(Supplied information)

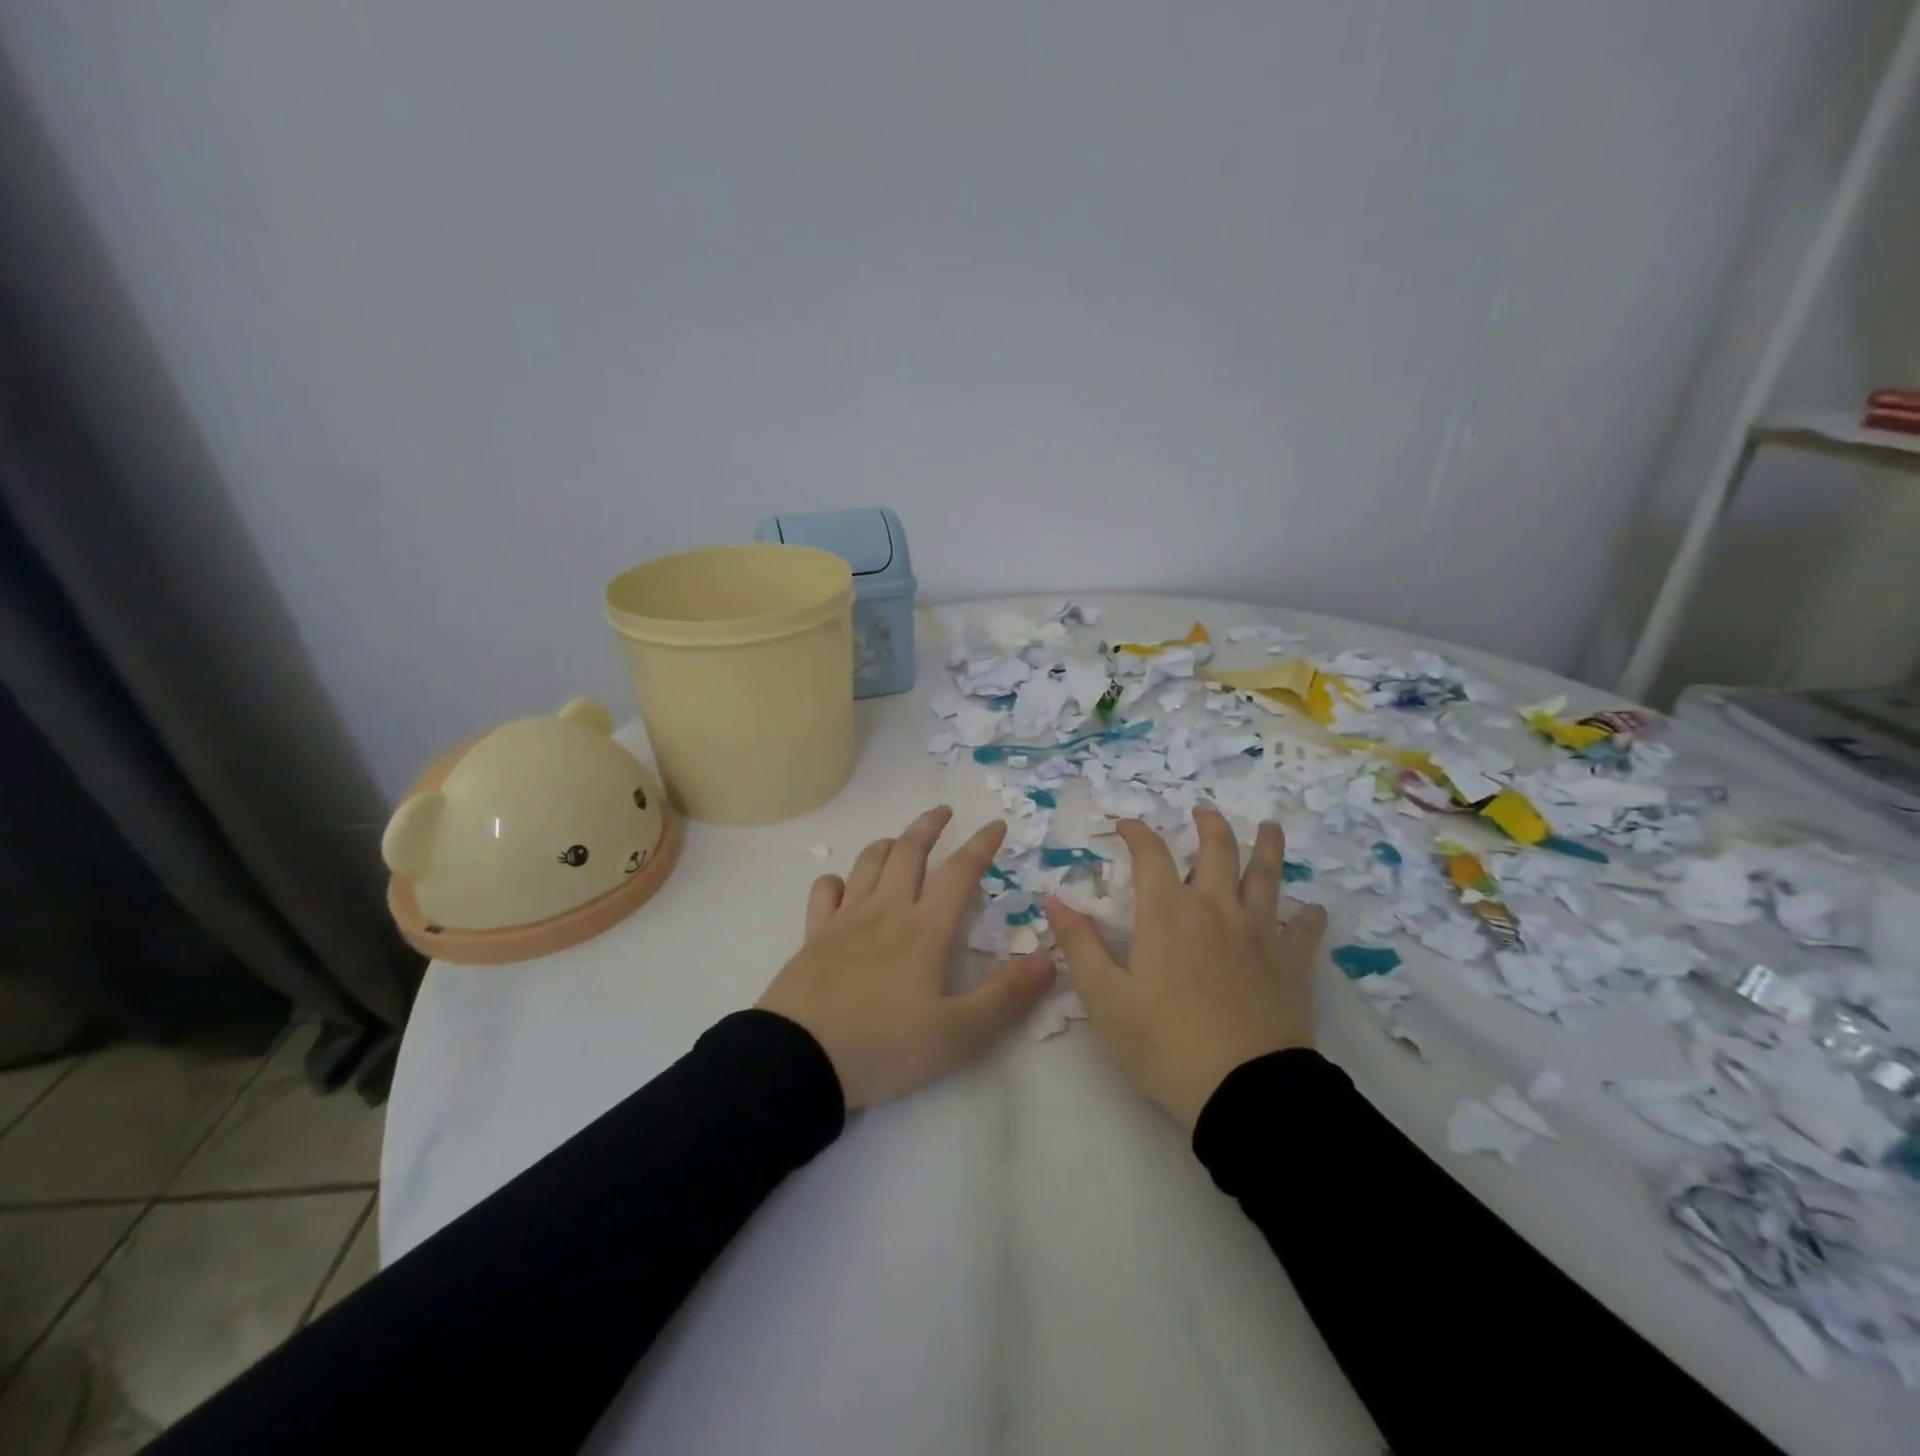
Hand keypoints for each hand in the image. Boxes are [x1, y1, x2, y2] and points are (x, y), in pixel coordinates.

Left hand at [757, 806, 1054, 1109]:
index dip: (981, 845)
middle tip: (944, 811)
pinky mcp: (813, 937)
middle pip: (909, 852)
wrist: (799, 1062)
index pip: (960, 873)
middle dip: (929, 826)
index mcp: (925, 930)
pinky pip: (824, 892)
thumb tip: (1048, 958)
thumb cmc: (884, 1047)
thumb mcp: (959, 1034)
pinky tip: (843, 885)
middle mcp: (886, 912)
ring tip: (900, 841)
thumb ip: (1006, 996)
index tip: (996, 824)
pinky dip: (837, 880)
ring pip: (868, 864)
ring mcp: (845, 921)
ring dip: (888, 844)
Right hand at [1047, 806, 1328, 1131]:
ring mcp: (1259, 933)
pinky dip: (1309, 916)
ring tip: (1269, 827)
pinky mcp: (1291, 963)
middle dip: (1209, 825)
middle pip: (1217, 851)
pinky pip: (1304, 929)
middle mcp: (1215, 909)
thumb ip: (1079, 945)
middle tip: (1204, 811)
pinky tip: (1314, 909)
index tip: (1126, 824)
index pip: (1151, 855)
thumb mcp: (1105, 999)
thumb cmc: (1164, 1045)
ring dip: (1266, 847)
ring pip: (1266, 876)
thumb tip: (1054, 900)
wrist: (1244, 1093)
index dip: (1137, 833)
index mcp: (1167, 914)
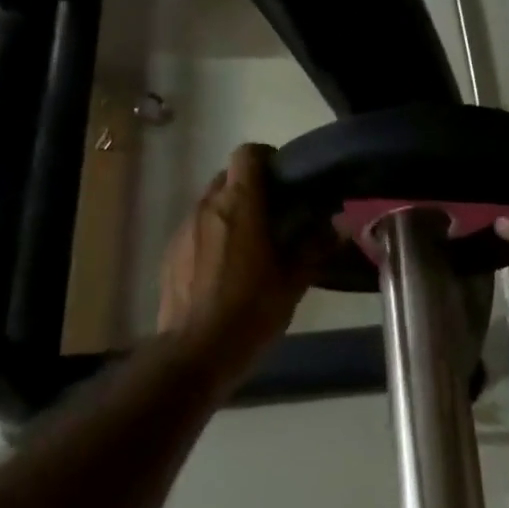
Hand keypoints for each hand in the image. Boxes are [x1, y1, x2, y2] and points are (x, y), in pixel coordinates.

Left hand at [158, 143, 318, 371]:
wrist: (195, 353)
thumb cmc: (251, 312)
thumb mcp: (293, 282)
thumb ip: (315, 247)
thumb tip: (338, 225)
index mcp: (240, 205)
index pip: (248, 154)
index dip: (267, 158)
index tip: (285, 180)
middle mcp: (207, 207)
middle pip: (228, 176)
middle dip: (251, 186)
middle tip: (274, 214)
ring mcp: (184, 229)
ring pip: (210, 202)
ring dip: (231, 211)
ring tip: (250, 243)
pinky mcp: (170, 252)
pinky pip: (195, 228)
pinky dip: (212, 234)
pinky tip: (225, 267)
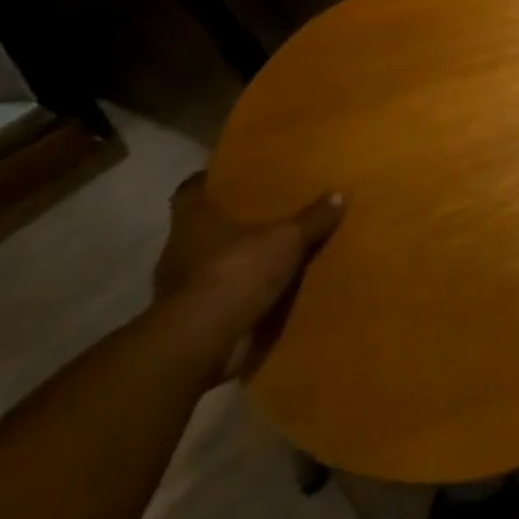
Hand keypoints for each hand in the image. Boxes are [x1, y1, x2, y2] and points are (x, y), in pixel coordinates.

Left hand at [153, 175, 343, 379]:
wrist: (203, 341)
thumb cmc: (236, 271)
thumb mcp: (286, 239)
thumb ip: (311, 219)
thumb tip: (339, 194)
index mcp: (193, 222)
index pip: (189, 192)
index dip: (205, 182)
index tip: (224, 177)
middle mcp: (179, 251)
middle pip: (199, 230)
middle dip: (226, 225)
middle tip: (259, 214)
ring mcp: (181, 290)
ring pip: (208, 267)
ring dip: (232, 264)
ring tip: (267, 256)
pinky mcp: (192, 322)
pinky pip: (218, 301)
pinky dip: (236, 298)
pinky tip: (263, 294)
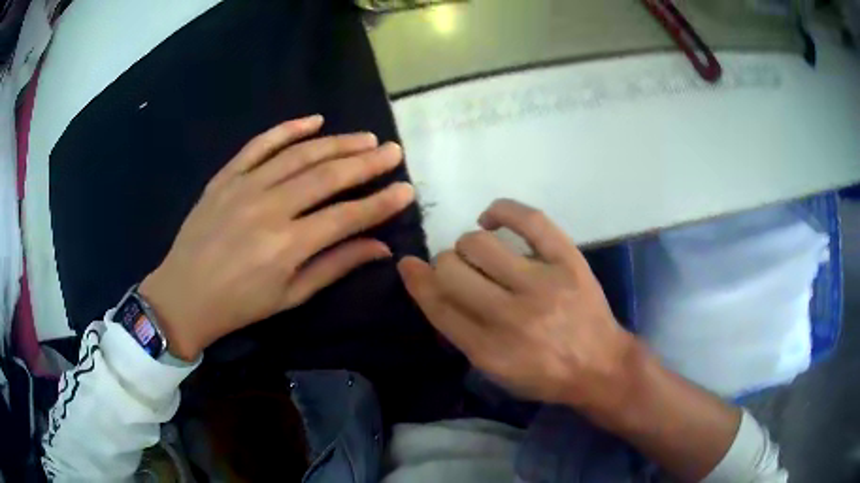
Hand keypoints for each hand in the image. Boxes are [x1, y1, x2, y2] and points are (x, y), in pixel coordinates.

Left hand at [140, 115, 413, 359]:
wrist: (183, 294)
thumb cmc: (239, 304)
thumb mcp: (290, 296)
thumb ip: (335, 266)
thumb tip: (380, 248)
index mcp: (287, 246)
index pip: (347, 216)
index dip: (380, 203)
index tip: (406, 190)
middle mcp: (269, 209)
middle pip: (327, 176)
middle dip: (366, 162)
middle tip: (393, 151)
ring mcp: (245, 187)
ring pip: (299, 155)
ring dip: (337, 143)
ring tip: (364, 138)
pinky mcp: (226, 177)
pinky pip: (260, 145)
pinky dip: (288, 129)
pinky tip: (314, 121)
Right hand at [398, 199, 635, 408]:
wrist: (600, 365)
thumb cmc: (545, 375)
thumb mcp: (496, 371)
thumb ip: (461, 335)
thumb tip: (430, 288)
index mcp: (489, 349)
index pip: (438, 305)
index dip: (417, 281)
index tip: (409, 265)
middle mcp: (511, 316)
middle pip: (451, 270)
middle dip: (445, 266)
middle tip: (459, 271)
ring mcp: (542, 284)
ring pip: (478, 244)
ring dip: (468, 245)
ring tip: (479, 253)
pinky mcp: (568, 260)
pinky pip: (529, 220)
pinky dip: (501, 211)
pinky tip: (491, 219)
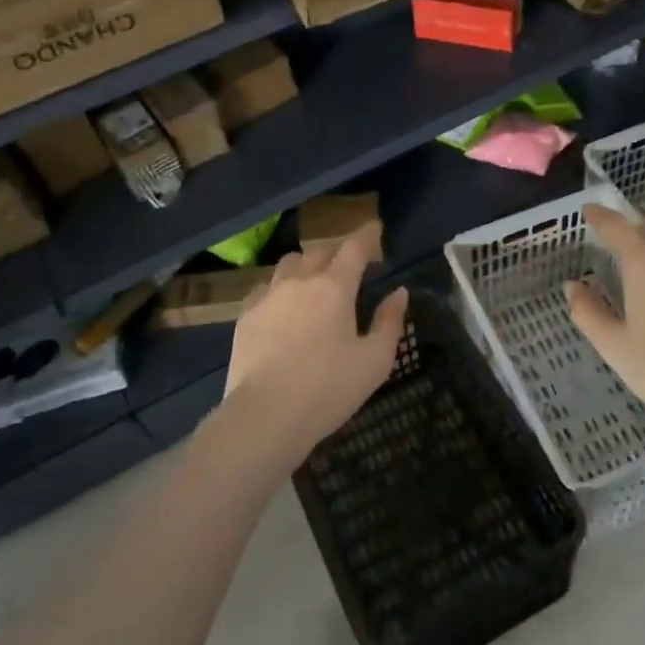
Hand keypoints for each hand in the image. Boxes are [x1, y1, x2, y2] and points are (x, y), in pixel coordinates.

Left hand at [218, 230, 406, 469]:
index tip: (375, 230)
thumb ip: (389, 321)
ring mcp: (268, 295)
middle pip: (320, 251)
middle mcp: (300, 280)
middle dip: (337, 252)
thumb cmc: (329, 388)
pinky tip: (282, 306)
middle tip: (349, 266)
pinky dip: (279, 287)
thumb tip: (399, 292)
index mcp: (335, 286)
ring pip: (288, 263)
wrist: (266, 415)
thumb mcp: (375, 360)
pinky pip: (264, 287)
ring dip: (306, 265)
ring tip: (314, 282)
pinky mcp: (246, 315)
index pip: (355, 247)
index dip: (368, 236)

(End Supplied information)

What you have to do: Extract all lines from the data in which "Left" is found.

Answer section:
Left hand at [757, 806, 1054, 1109]:
Left hand at [158, 143, 318, 371]:
Left hand at [153, 175, 343, 379]:
Left hand at [140, 115, 413, 359]:
Left hand at [218, 230, 406, 469]:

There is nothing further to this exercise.